** Opening Records provided block **

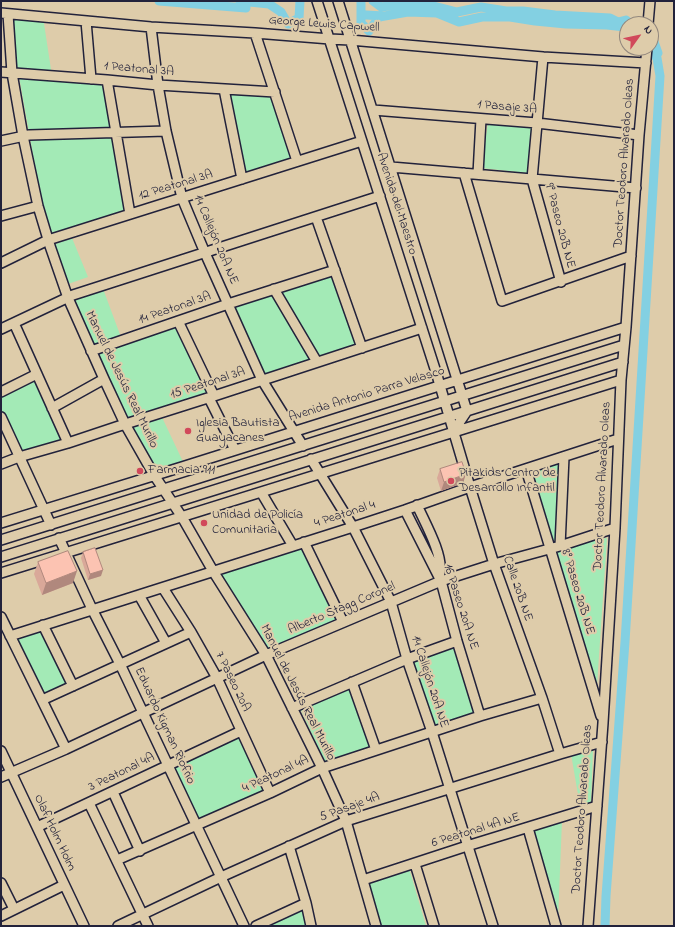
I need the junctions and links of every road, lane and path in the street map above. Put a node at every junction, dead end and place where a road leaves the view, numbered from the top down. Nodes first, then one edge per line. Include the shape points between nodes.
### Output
1 (318, 1) edge
2 (338, 1) edge
3 (650, 1) edge
4 (5, 13) edge
5 (649, 16) edge
6 (86, 21) junction
7 (151, 27) junction
8 (255, 33) junction
9 (330, 39) junction
10 (350, 40) junction
11 (647, 56) edge
12 (543, 57) junction
13 (646, 63) junction
14 (1, 72) edge
15 (12, 73) junction
16 (92, 79) junction
17 (107, 80) junction
18 (158, 85) junction
19 (224, 89) junction
20 (275, 92) junction
21 (373, 110) junction
22 (481, 119) junction
23 (537, 123) junction
24 (166, 131) junction
25 (116, 132) junction
26 (639, 134) junction
27 (23, 136) junction
28 (1, 141) edge
29 (362, 141) junction
30 (297, 161) junction
31 (391, 167) junction
32 (464, 173) junction
33 (478, 174) junction
34 (242, 179) junction
35 (532, 179) junction
36 (636, 188) junction
37 (380, 196) junction
38 (182, 198) junction
39 (38, 206) junction
40 (130, 214) junction
41 (1, 216) edge
42 (316, 217) junction
43 (48, 240) junction
44 (205, 253) junction
45 (631, 256) junction
46 (1, 263) edge
47 (335, 270) junction
48 (560, 282) junction
49 (274, 289) junction
50 (68, 298) junction
51 (228, 304) junction
52 (178, 321) junction
53 (14, 323) junction
54 (626, 327) junction
55 (422, 328) junction
56 (1, 329) edge
57 (624, 345) junction
58 (362, 348) junction
59 (92, 351) junction
60 (317, 362) junction
61 (623, 362) junction
62 (37, 374) junction
63 (104, 379) junction
64 (262, 380) junction
65 (458, 380) junction
66 (621, 380) junction
67 (440, 385) junction
68 (1, 392) edge
69 (462, 396) junction
70 (211, 397) junction
71 (445, 402) junction
72 (52, 408) junction
73 (467, 411) junction
74 (449, 416) junction
75 (1, 417) edge
76 (126, 424) junction
77 (294, 431) junction
78 (453, 432) junction
79 (618, 439) junction
80 (68, 443) junction
81 (303, 446) junction
82 (235, 450) junction
83 (19, 457) junction
84 (564, 457) junction
85 (311, 460) junction
86 (1, 464) edge
87 (526, 469) junction
88 (320, 474) junction
89 (154, 475) junction
90 (470, 487) junction
91 (164, 489) junction
92 (261, 492) junction
93 (173, 503) junction
94 (417, 505) junction
95 (44, 510) junction
96 (406, 510) junction
97 (182, 517) junction
98 (1, 523) edge
99 (51, 525) junction
100 (353, 527) junction
101 (615, 528) junction
102 (59, 538) junction
103 (1, 540) edge
104 (304, 542) junction
105 (293, 546) junction
106 (560, 546) junction
107 (550, 548) junction
108 (66, 553) junction
109 (1, 556) edge
110 (494, 564) junction
111 (213, 571) junction
112 (1, 573) edge
113 (440, 579) junction
114 (163, 588) junction
115 (139, 595) junction
116 (391, 602) junction
117 (92, 609) junction
118 (1, 617) edge
119 (343, 622) junction
120 (43, 625) junction
121 (191, 632) junction
122 (10, 636) junction
123 (457, 641) junction
124 (166, 643) junction
125 (266, 655) junction
126 (407, 659) junction
127 (120, 664) junction
128 (217, 678) junction
129 (352, 682) junction
130 (73, 686) junction
131 (542, 698) junction
132 (42, 700) junction
133 (292, 708) junction
134 (143, 713) junction
135 (480, 716) junction
136 (603, 723) junction
137 (241, 731) junction
138 (432, 732) junction
139 (602, 742) junction
140 (66, 749) junction
141 (376, 750) junction
142 (1, 751) edge
143 (560, 754) junction
144 (168, 765) junction
145 (322, 768) junction
146 (11, 772) junction
147 (1, 777) edge
148 (450, 789) junction
149 (113, 792) junction
150 (270, 793) junction
151 (89, 803) junction
152 (597, 806) junction
153 (346, 821) junction
154 (197, 825) junction
155 (37, 827) junction
156 (528, 828) junction
157 (289, 846) junction
158 (467, 846) junction
159 (140, 851) junction
160 (117, 860) junction
161 (415, 864) junction
162 (221, 876) junction
163 (363, 880) junction
164 (1, 883) edge
165 (64, 885) junction
166 (306, 903) junction
167 (14, 909) junction
168 (143, 914) junction
169 (1, 916) edge
170 (491, 925) edge
171 (84, 926) edge
172 (118, 926) edge
173 (148, 926) edge
174 (244, 926) edge
175 (256, 926) edge
176 (311, 926) edge
177 (376, 926) edge
178 (434, 926) edge
179 (556, 926) edge
180 (588, 926) edge

1 - 9 street, Avenida del Maestro
2 - 10 street, Avenida del Maestro
3 - 5 street
4 - 6 street, George Lewis Capwell
4 - 15 street, Manuel de Jesús Real Murillo
6 - 7 street, George Lewis Capwell
6 - 16 street
7 - 8 street, George Lewis Capwell
7 - 18 street, 14 Callejón 20A NE
8 - 9 street, George Lewis Capwell
8 - 20 street
9 - 10 street, George Lewis Capwell
9 - 29 street, Avenida del Maestro
10 - 12 street, George Lewis Capwell
10 - 21 street, Avenida del Maestro
11 - 13 street, Doctor Teodoro Alvarado Oleas
12 - 13 street, George Lewis Capwell
12 - 23 street, 9° Paseo 20B NE
13 - 26 street, Doctor Teodoro Alvarado Oleas
14 - 15 street, 1 Peatonal 3A
15 - 16 street, 1 Peatonal 3A
15 - 27 street, Manuel de Jesús Real Murillo
16 - 17 street, 1 Peatonal 3A
17 - 18 street, 1 Peatonal 3A
17 - 25 street
18 - 19 street, 1 Peatonal 3A
18 - 24 street, 14 Callejón 20A NE
19 - 20 street, 1 Peatonal 3A
19 - 34 street
20 - 30 street
21 - 22 street, 1 Pasaje 3A
21 - 31 street, Avenida del Maestro
22 - 23 street, 1 Pasaje 3A
22 - 33 street
23 - 26 street, 1 Pasaje 3A
23 - 35 street, 9° Paseo 20B NE
24 - 25 street
24 - 38 street, 14 Callejón 20A NE
25 - 27 street
25 - 40 street
26 - 36 street, Doctor Teodoro Alvarado Oleas
27 - 28 street
27 - 39 street, Manuel de Jesús Real Murillo
29 - 30 street, 12 Peatonal 3A
29 - 37 street, Avenida del Maestro
30 - 34 street, 12 Peatonal 3A
31 - 32 street
31 - 65 street, Avenida del Maestro
32 - 33 street
32 - 48 street via 502,301
33 - 35 street
34 - 38 street, 12 Peatonal 3A
35 - 36 street
35 - 48 street, 9° Paseo 20B NE
36 - 45 street, Doctor Teodoro Alvarado Oleas
37 - 42 street
37 - 55 street, Avenida del Maestro
38 - 40 street, 12 Peatonal 3A
38 - 44 street, 14 Callejón 20A NE
39 - 41 street
39 - 43 street, Manuel de Jesús Real Murillo
40 - 43 street, 12 Peatonal 3A
42 - 44 street
42 - 47 street
43 - 46 street, 12 Peatonal 3A
43 - 50 street, Manuel de Jesús Real Murillo
44 - 50 street
44 - 51 street, 14 Callejón 20A NE
45 - 48 street
45 - 54 street, Doctor Teodoro Alvarado Oleas
47 - 49 street, 14 Peatonal 3A
47 - 58 street
49 - 51 street, 14 Peatonal 3A
49 - 60 street
50 - 53 street
50 - 59 street, Manuel de Jesús Real Murillo
51 - 52 street, 14 Peatonal 3A
51 - 64 street, 14 Callejón 20A NE
52 - 59 street, 14 Peatonal 3A
52 - 70 street
53 - 56 street
53 - 62 street
54 - 57 street, Doctor Teodoro Alvarado Oleas
54 - 65 street, Avenida Antonio Parra Velasco
55 - 58 street, 15 Peatonal 3A
55 - 67 street, Avenida del Maestro
57 - 61 street, Doctor Teodoro Alvarado Oleas
57 - 69 street
58 - 60 street, 15 Peatonal 3A
59 - 63 street, Manuel de Jesús Real Murillo
60 - 64 street, 15 Peatonal 3A
61 - 66 street, Doctor Teodoro Alvarado Oleas
61 - 73 street
62 - 68 street
62 - 72 street
63 - 72 street
63 - 76 street, Manuel de Jesús Real Murillo
64 - 70 street, 15 Peatonal 3A
64 - 77 street, 14 Callejón 20A NE
65 - 67 street, Avenida Antonio Parra Velasco
65 - 69 street, Avenida del Maestro
66 - 78 street
66 - 79 street, Doctor Teodoro Alvarado Oleas
67 - 71 street, Avenida del Maestro
67 - 77 street, Avenida Antonio Parra Velasco
69 - 71 street
69 - 73 street, Avenida del Maestro
70 - 76 street, 15 Peatonal 3A
70 - 82 street
71 - 74 street, Avenida del Maestro
71 - 81 street
72 - 80 street
73 - 74 street
73 - 78 street
74 - 78 street, Calle 20B NE
74 - 85 street
75 - 83 street
76 - 80 street, 15 Peatonal 3A
76 - 89 street, Manuel de Jesús Real Murillo
77 - 81 street, 14 Callejón 20A NE
77 - 82 street, Avenida Antonio Parra Velasco
78 - 88 street
78 - 90 street, Calle 20B NE
79 - 84 street, 4 Peatonal 4
79 - 101 street, Doctor Teodoro Alvarado Oleas
80 - 83 street, 15 Peatonal 3A
81 - 91 street
82 - 89 street, Avenida Antonio Parra Velasco
83 - 86 street, 15 Peatonal 3A
83 - 95 street
84 - 87 street, 4 Peatonal 4
84 - 106 street
85 - 88 street, 14 Callejón 20A NE
85 - 93 street
87 - 90 street, 4 Peatonal 4
87 - 107 street, 8° Paseo 20B NE
88 - 92 street
88 - 100 street, 14 Callejón 20A NE
89 - 91 street, Manuel de Jesús Real Murillo
89 - 95 street, Avenida Antonio Parra Velasco
90 - 94 street, 4 Peatonal 4
90 - 110 street, Calle 20B NE
91 - 93 street, Manuel de Jesús Real Murillo
91 - 99 street
92 - 97 street
92 - 105 street
93 - 97 street, Manuel de Jesús Real Murillo
93 - 102 street
94 - 96 street, 4 Peatonal 4
94 - 113 street via 436,548
95 - 98 street, Avenida Antonio Parra Velasco
95 - 99 street
96 - 100 street, 4 Peatonal 4
96 - 113 street, 16 Paseo 20A NE
97 - 108 street
97 - 111 street, Manuel de Jesús Real Murillo
99 - 103 street
100 - 104 street, 4 Peatonal 4
100 - 116 street, 14 Callejón 20A NE
101 - 106 street, Alberto Stagg Coronel
101 - 136 street, Doctor Teodoro Alvarado Oleas
102 - 108 street, Eduardo Kigman Riofrio
102 - 109 street
104 - 105 street, 4 Peatonal 4
104 - 119 street
105 - 111 street, 4 Peatonal 4
106 - 107 street, Alberto Stagg Coronel
107 - 110 street, Alberto Stagg Coronel
107 - 136 street, 8° Paseo 20B NE
108 - 112 street
108 - 117 street, Eduardo Kigman Riofrio
110 - 113 street, Alberto Stagg Coronel
110 - 131 street, Calle 20B NE
111 - 114 street, 4 Peatonal 4
111 - 125 street, Manuel de Jesús Real Murillo
113 - 116 street, Alberto Stagg Coronel
113 - 123 street, 16 Paseo 20A NE
114 - 115 street, 4 Peatonal 4
114 - 121 street, 7 Paseo 20A
115 - 117 street, 4 Peatonal 4
115 - 124 street
116 - 119 street, Alberto Stagg Coronel
116 - 126 street, 14 Callejón 20A NE
117 - 120 street, 4 Peatonal 4
117 - 127 street, Eduardo Kigman Riofrio
118 - 122 street
119 - 125 street, Alberto Stagg Coronel
120 - 122 street, 4 Peatonal 4
120 - 130 street
121 - 124 street
121 - 128 street, 7 Paseo 20A
122 - 132 street
123 - 126 street
123 - 135 street, 16 Paseo 20A NE
124 - 127 street
125 - 128 street, Alberto Stagg Coronel
125 - 133 street, Manuel de Jesús Real Murillo
126 - 129 street
126 - 138 street, 14 Callejón 20A NE
127 - 130 street
127 - 134 street, Eduardo Kigman Riofrio
128 - 134 street, Alberto Stagg Coronel
128 - 137 street, 7 Paseo 20A
129 - 133 street
129 - 141 street
130 - 132 street
131 - 135 street, 4 Peatonal 4A
131 - 143 street, Calle 20B NE
132 - 140 street
133 - 145 street, Manuel de Jesús Real Murillo
134 - 140 street, Alberto Stagg Coronel
134 - 144 street, Eduardo Kigman Riofrio
135 - 138 street, 4 Peatonal 4A
136 - 139 street, Doctor Teodoro Alvarado Oleas
137 - 144 street, 3 Peatonal 4A
137 - 150 street, 7 Paseo 20A
138 - 141 street, 4 Peatonal 4A
138 - 148 street, 14 Callejón 20A NE
139 - 143 street, 5 Pasaje 4A
139 - 152 street, Doctor Teodoro Alvarado Oleas
140 - 146 street, Alberto Stagg Coronel
141 - 145 street, 4 Peatonal 4A
142 - 146 street, Olaf Holm Holm
143 - 148 street, 5 Pasaje 4A
144 - 149 street, 3 Peatonal 4A
144 - 154 street, Eduardo Kigman Riofrio
145 - 150 street, 4 Peatonal 4A
145 - 153 street, Manuel de Jesús Real Murillo
146 - 147 street, Alberto Stagg Coronel
146 - 155 street, Olaf Holm Holm
148 - 153 street, 5 Pasaje 4A
148 - 158 street, 14 Callejón 20A NE
149 - 151 street, 3 Peatonal 4A
149 - 159 street
150 - 154 street, 4 Peatonal 4A
151 - 155 street, 3 Peatonal 4A
151 - 160 street
152 - 156 street, 6 Peatonal 4A NE
152 - 180 street, Doctor Teodoro Alvarado Oleas
153 - 157 street, 5 Pasaje 4A
153 - 163 street, Manuel de Jesús Real Murillo
154 - 159 street, 4 Peatonal 4A
154 - 162 street, Eduardo Kigman Riofrio
155 - 165 street, Olaf Holm Holm
156 - 158 street, 6 Peatonal 4A NE
156 - 179 street
157 - 162 street, 5 Pasaje 4A
157 - 166 street
158 - 161 street, 6 Peatonal 4A NE
158 - 170 street, 14 Callejón 20A NE
159 - 160 street, 4 Peatonal 4A
160 - 168 street
161 - 163 street, 6 Peatonal 4A NE
161 - 178 street
162 - 168 street, 5 Pasaje 4A
162 - 174 street, Eduardo Kigman Riofrio
163 - 177 street, Manuel de Jesús Real Murillo
164 - 167 street
165 - 167 street
165 - 171 street, Olaf Holm Holm
166 - 175 street
166 - 176 street
167 - 169 street
168 - 172 street, 5 Pasaje 4A
168 - 173 street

** Closing Records provided block **

[Task description]: Across the records above, how many lines contain the word "Parra"? Please give that number alone.

[Task output]: 7